═════ Supplied material ═════
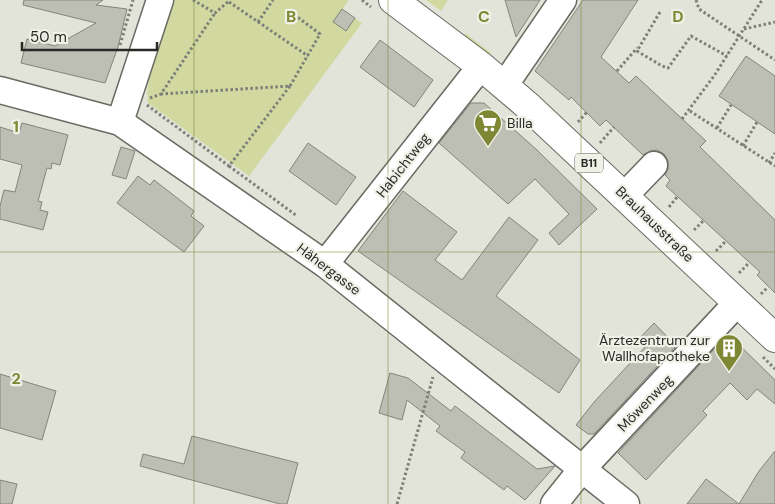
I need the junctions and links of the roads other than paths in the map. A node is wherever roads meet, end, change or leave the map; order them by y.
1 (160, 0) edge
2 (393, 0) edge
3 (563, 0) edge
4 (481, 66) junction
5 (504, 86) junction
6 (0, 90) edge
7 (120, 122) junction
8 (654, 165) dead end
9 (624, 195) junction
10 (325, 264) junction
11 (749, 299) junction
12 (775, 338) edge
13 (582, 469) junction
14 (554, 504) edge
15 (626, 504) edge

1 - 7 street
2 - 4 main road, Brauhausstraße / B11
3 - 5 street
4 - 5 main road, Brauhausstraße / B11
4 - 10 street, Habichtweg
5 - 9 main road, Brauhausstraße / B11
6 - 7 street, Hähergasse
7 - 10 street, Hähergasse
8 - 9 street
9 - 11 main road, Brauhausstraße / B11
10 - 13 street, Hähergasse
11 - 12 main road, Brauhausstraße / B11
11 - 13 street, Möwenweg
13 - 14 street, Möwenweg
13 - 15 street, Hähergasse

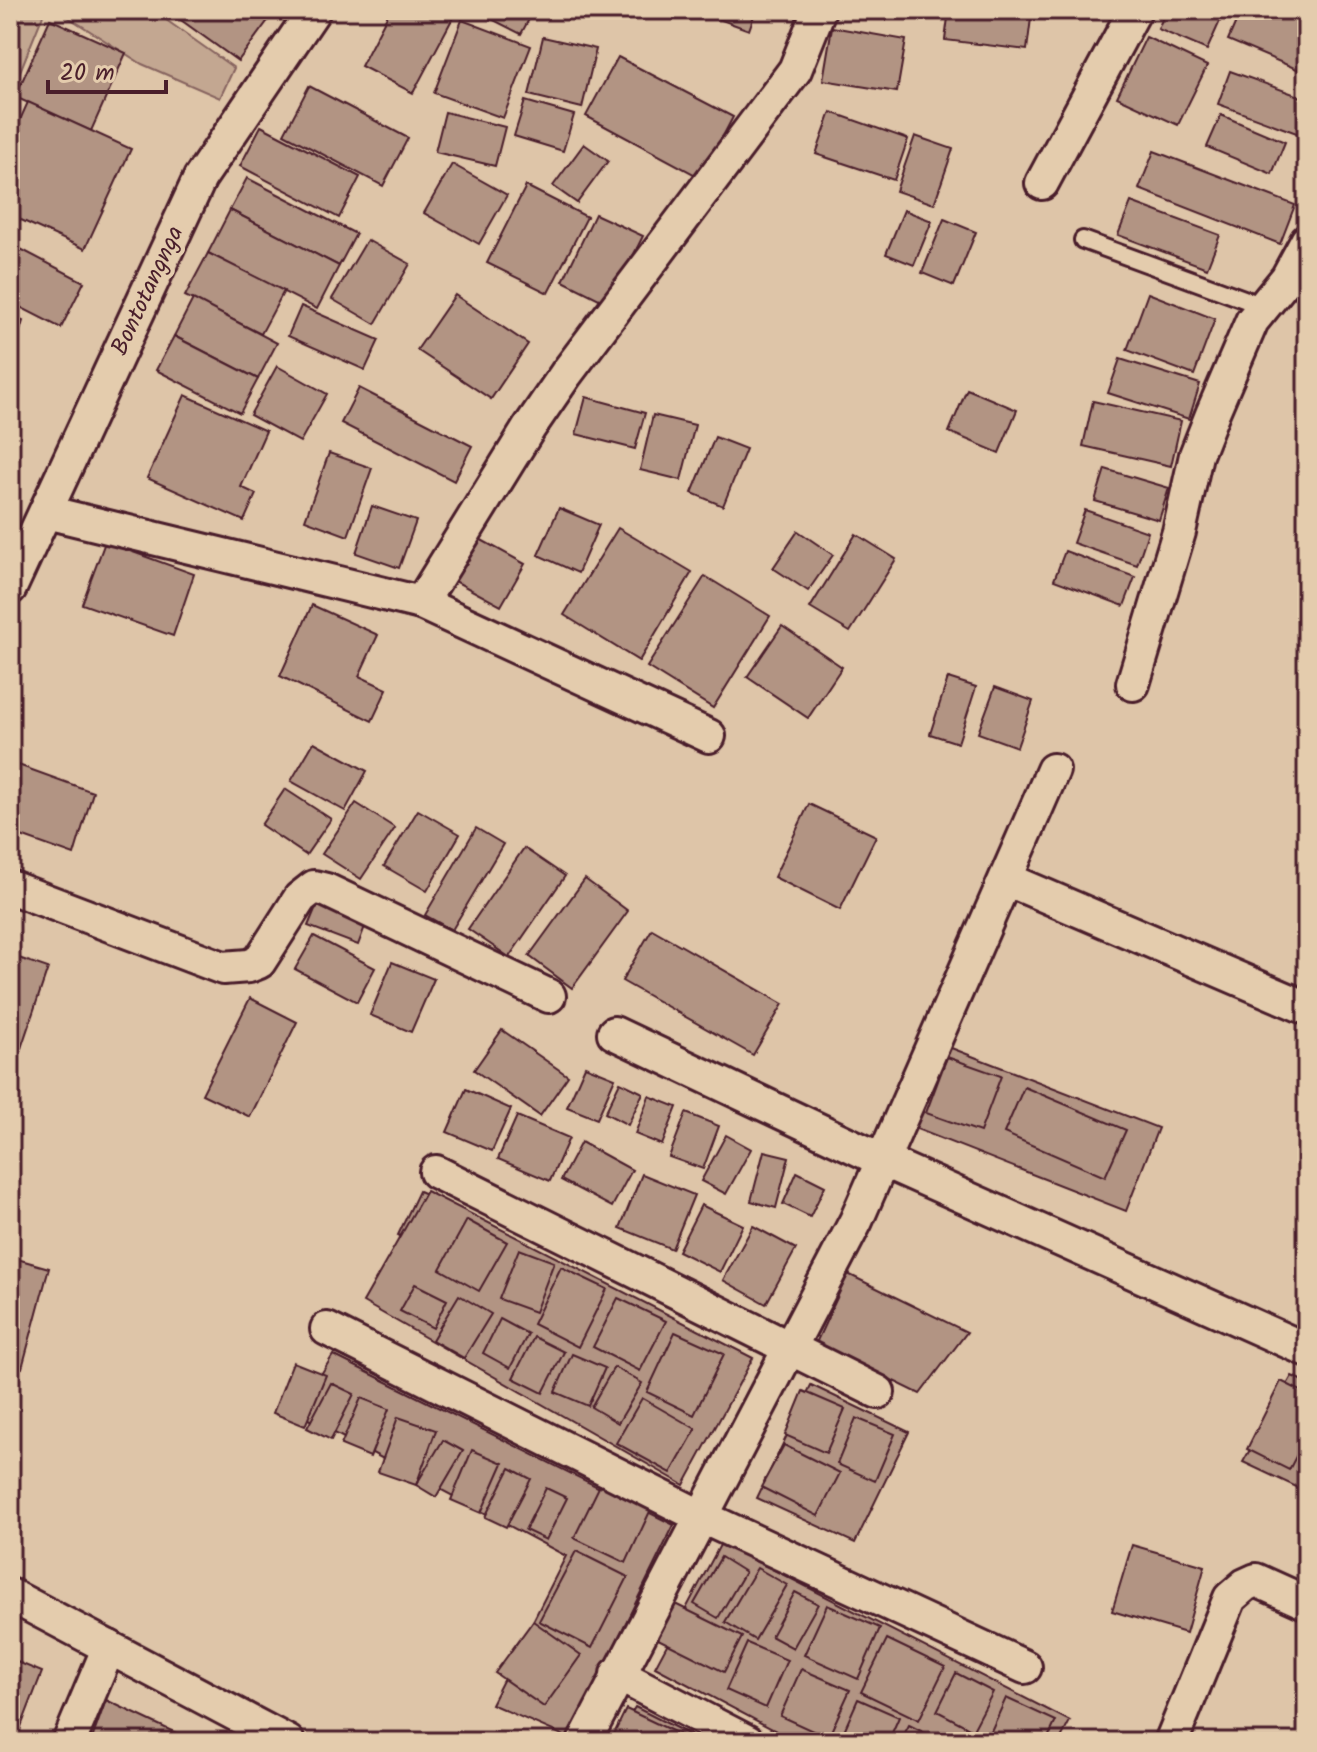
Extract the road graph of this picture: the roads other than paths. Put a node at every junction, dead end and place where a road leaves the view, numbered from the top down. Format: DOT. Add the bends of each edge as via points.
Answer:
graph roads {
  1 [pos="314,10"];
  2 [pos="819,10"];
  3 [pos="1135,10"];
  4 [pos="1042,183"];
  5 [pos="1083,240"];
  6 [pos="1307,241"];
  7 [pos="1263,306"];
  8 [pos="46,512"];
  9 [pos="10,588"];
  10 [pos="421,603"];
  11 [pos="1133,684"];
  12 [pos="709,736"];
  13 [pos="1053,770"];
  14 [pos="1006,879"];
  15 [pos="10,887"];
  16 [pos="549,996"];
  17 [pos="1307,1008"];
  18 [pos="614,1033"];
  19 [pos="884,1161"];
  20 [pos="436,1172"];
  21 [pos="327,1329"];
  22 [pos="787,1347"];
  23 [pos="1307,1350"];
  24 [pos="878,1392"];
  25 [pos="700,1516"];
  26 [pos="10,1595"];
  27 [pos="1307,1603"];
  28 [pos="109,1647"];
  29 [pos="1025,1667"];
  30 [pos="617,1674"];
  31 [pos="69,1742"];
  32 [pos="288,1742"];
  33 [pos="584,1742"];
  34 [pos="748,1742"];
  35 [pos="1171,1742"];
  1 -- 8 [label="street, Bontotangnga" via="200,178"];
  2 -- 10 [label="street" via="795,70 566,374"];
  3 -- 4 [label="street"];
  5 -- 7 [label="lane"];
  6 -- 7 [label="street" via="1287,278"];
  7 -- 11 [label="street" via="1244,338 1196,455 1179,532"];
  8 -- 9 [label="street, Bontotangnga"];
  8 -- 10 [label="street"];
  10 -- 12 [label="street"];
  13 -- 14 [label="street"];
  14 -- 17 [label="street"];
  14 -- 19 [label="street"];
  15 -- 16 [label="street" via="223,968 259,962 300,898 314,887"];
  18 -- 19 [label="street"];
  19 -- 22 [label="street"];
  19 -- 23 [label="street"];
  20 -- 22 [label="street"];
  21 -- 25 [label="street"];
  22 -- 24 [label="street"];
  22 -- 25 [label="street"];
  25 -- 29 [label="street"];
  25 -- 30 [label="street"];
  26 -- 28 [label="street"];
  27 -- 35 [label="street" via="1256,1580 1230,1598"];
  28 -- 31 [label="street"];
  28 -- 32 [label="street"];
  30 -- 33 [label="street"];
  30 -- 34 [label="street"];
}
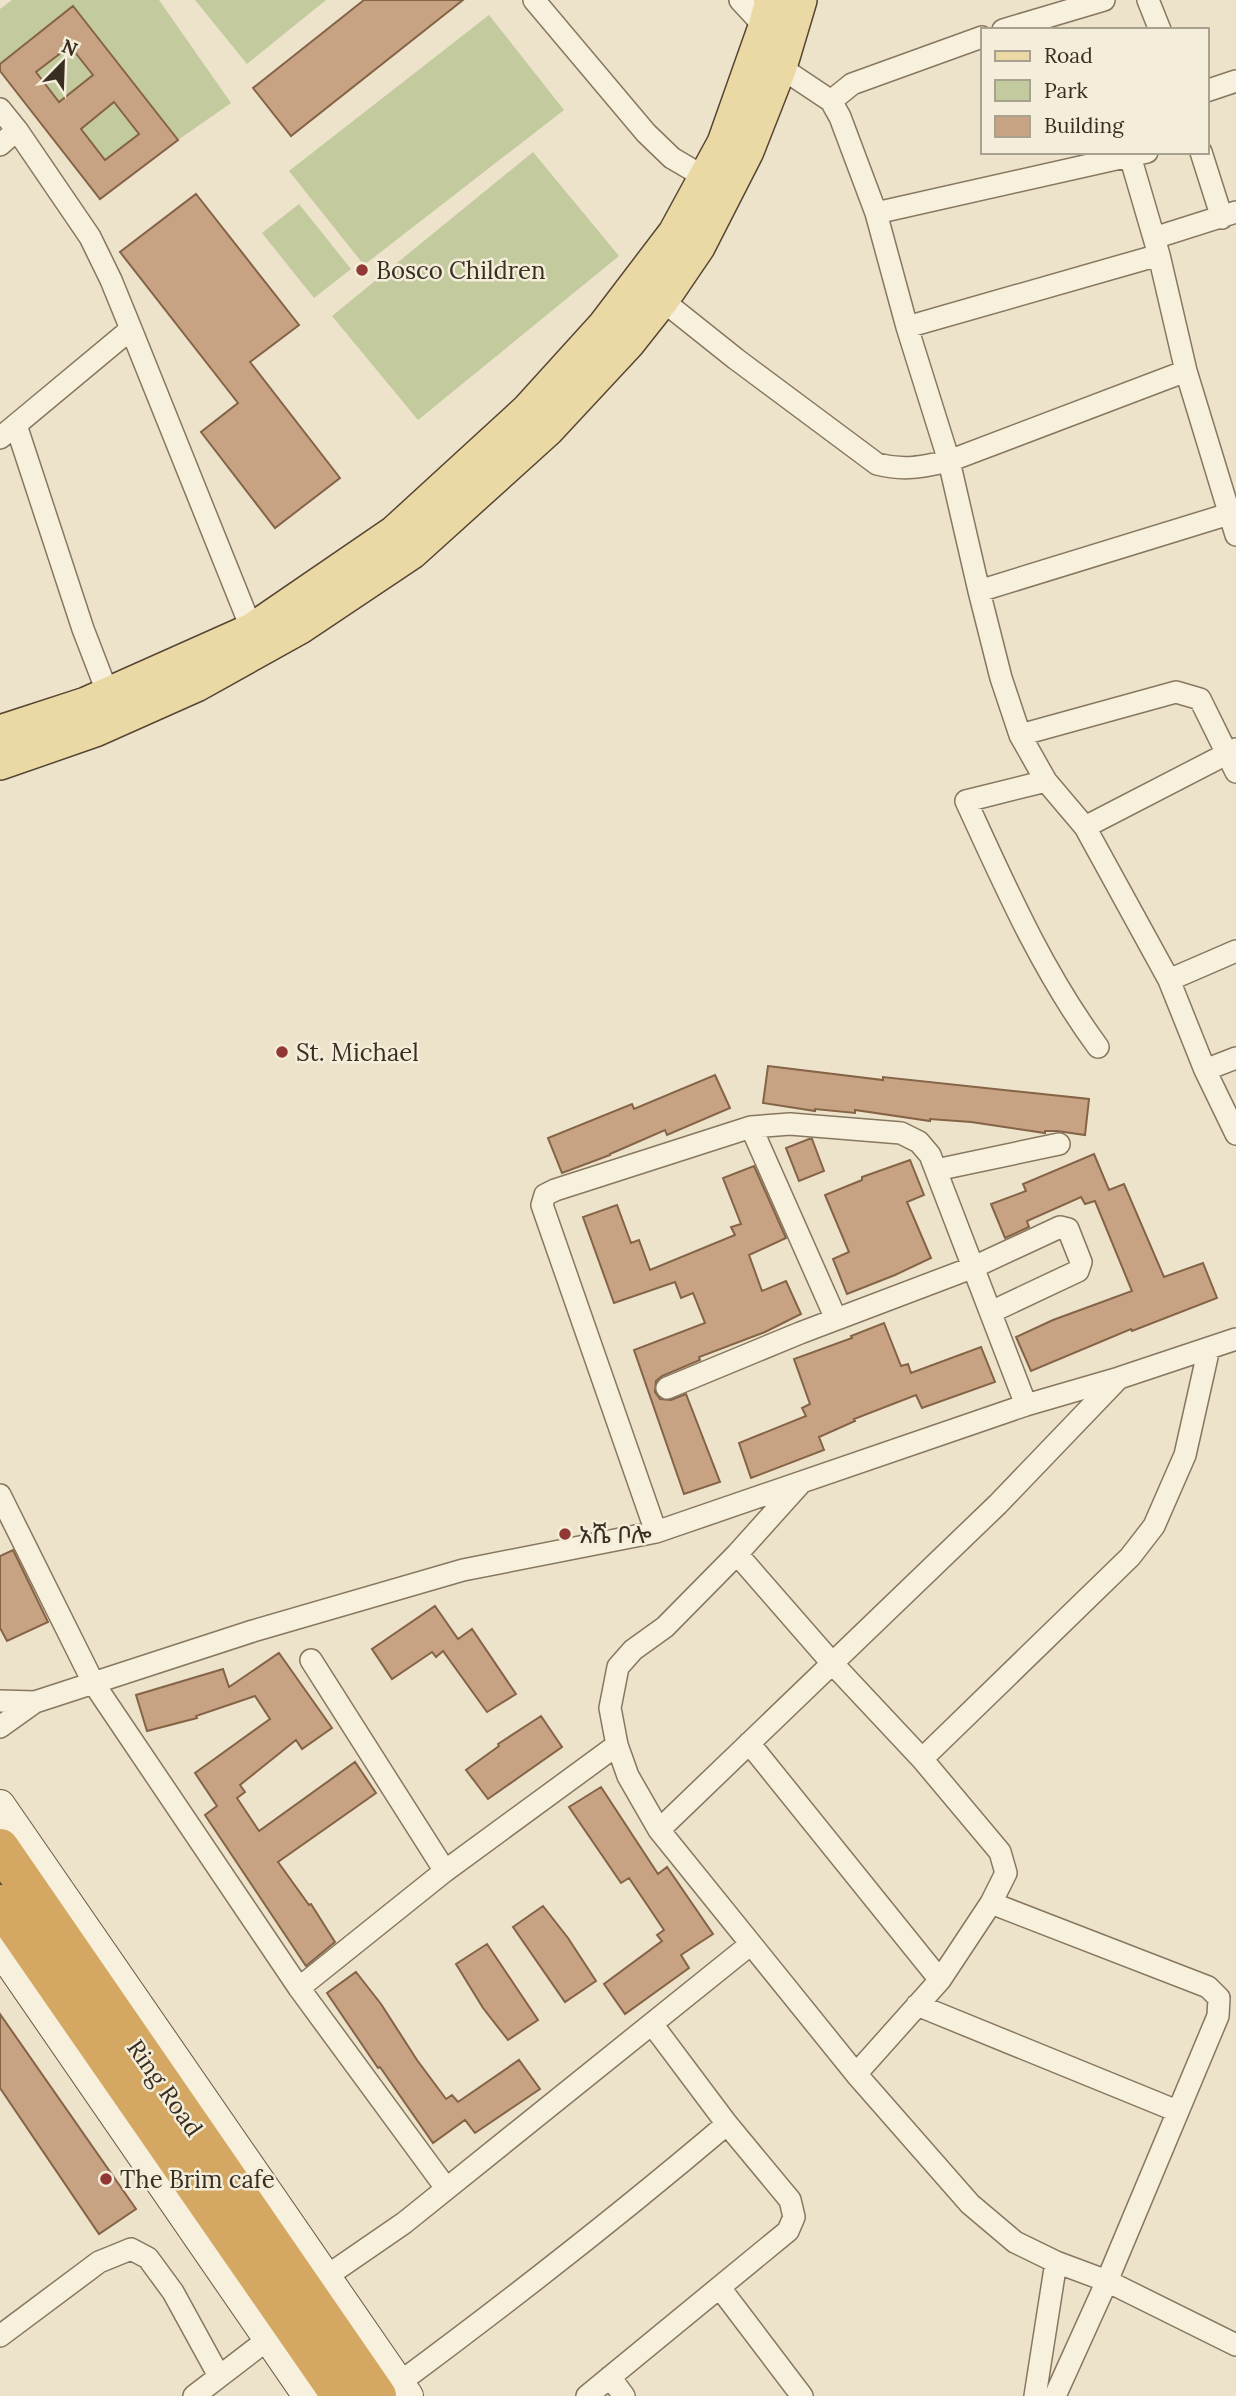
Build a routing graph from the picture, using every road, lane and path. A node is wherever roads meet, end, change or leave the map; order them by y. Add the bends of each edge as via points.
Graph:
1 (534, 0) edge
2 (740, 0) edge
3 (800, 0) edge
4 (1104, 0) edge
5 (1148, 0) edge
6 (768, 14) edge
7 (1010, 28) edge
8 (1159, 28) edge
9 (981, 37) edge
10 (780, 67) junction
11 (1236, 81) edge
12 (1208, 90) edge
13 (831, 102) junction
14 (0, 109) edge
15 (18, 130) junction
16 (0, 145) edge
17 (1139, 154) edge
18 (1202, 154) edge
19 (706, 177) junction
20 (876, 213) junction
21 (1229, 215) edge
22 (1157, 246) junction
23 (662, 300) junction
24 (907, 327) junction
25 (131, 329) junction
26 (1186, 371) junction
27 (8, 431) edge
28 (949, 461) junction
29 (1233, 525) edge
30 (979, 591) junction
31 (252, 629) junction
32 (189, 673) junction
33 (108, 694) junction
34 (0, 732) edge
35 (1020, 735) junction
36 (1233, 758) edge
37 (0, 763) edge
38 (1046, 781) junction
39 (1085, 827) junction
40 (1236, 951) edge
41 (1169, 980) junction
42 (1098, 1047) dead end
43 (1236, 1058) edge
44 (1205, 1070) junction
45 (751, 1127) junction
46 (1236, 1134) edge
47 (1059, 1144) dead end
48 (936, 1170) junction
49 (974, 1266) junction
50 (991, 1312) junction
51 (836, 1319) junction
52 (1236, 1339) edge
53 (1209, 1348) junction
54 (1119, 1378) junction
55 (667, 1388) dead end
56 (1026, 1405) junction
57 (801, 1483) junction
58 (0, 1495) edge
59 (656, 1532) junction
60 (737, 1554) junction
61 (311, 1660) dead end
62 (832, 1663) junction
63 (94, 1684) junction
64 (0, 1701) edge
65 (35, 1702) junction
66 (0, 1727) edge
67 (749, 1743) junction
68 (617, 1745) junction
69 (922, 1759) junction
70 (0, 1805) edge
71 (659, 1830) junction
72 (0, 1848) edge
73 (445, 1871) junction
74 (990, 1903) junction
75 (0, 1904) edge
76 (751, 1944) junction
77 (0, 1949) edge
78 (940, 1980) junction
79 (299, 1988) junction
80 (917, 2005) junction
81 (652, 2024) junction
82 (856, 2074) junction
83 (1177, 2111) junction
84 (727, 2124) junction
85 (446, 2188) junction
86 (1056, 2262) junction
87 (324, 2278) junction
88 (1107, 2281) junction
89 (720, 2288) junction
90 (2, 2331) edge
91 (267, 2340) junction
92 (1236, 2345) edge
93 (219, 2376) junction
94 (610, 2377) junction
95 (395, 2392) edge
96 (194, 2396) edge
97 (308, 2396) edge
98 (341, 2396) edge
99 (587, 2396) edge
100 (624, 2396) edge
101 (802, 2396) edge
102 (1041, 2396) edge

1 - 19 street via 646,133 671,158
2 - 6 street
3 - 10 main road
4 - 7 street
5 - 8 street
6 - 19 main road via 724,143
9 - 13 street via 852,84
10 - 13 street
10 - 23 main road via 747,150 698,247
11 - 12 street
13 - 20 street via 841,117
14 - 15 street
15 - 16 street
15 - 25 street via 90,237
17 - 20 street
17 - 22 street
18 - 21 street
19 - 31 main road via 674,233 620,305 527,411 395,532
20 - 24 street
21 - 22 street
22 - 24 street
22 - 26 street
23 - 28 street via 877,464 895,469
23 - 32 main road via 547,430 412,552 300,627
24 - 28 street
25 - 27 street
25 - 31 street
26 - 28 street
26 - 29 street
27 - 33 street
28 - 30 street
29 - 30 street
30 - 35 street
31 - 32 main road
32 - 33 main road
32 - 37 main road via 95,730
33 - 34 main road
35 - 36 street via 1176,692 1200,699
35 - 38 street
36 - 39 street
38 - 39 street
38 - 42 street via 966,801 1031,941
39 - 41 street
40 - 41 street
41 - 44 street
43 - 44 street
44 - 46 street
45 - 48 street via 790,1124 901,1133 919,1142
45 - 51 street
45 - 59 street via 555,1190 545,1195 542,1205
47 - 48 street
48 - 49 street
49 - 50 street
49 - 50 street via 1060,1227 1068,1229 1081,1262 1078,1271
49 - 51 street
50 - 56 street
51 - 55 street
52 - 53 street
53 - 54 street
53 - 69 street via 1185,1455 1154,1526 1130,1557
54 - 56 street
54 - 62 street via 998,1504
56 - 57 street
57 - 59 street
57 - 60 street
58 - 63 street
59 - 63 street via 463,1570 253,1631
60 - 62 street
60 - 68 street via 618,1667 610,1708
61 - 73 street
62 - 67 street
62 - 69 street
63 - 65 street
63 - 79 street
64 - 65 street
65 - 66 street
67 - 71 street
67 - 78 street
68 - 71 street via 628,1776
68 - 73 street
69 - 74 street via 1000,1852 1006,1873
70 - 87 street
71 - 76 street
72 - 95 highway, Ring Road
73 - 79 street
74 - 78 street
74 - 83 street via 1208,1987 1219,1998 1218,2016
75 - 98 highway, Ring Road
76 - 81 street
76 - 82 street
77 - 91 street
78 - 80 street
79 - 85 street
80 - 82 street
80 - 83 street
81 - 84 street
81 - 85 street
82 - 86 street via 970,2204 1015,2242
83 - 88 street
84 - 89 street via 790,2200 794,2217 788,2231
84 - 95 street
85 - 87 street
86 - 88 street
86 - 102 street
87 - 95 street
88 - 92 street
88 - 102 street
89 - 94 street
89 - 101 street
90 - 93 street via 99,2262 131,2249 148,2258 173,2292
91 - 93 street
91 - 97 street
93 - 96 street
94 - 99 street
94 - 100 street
═════
__Action item__:
The lines from the start of the data through the line that contains "Extract the road" are to be returned exactly, please, with both ends included and every picture left out.

__Answer for the task__:
I need the junctions and links of the roads other than paths in the map. A node is wherever roads meet, end, change or leave the map; order them by y.
1 (160, 0) edge
2 (393, 0) edge
3 (563, 0) edge
4 (481, 66) junction
5 (504, 86) junction
6 (0, 90) edge
7 (120, 122) junction
8 (654, 165) dead end
9 (624, 195) junction
10 (325, 264) junction
11 (749, 299) junction
12 (775, 338) edge
13 (582, 469) junction
14 (554, 504) edge
15 (626, 504) edge

1 - 7 street
2 - 4 main road, Brauhausstraße / B11
3 - 5 street
4 - 5 main road, Brauhausstraße / B11
4 - 10 street, Habichtweg
5 - 9 main road, Brauhausstraße / B11
6 - 7 street, Hähergasse
7 - 10 street, Hähergasse
8 - 9 street
9 - 11 main road, Brauhausstraße / B11
10 - 13 street, Hähergasse
11 - 12 main road, Brauhausstraße / B11
11 - 13 street, Möwenweg
13 - 14 street, Möwenweg
13 - 15 street, Hähergasse

Extract the road graph of this picture: the roads other than paths. Put a node at every junction, dead end and place where a road leaves the view, numbered from the top down. Format: DOT. Add the bends of each edge as via points.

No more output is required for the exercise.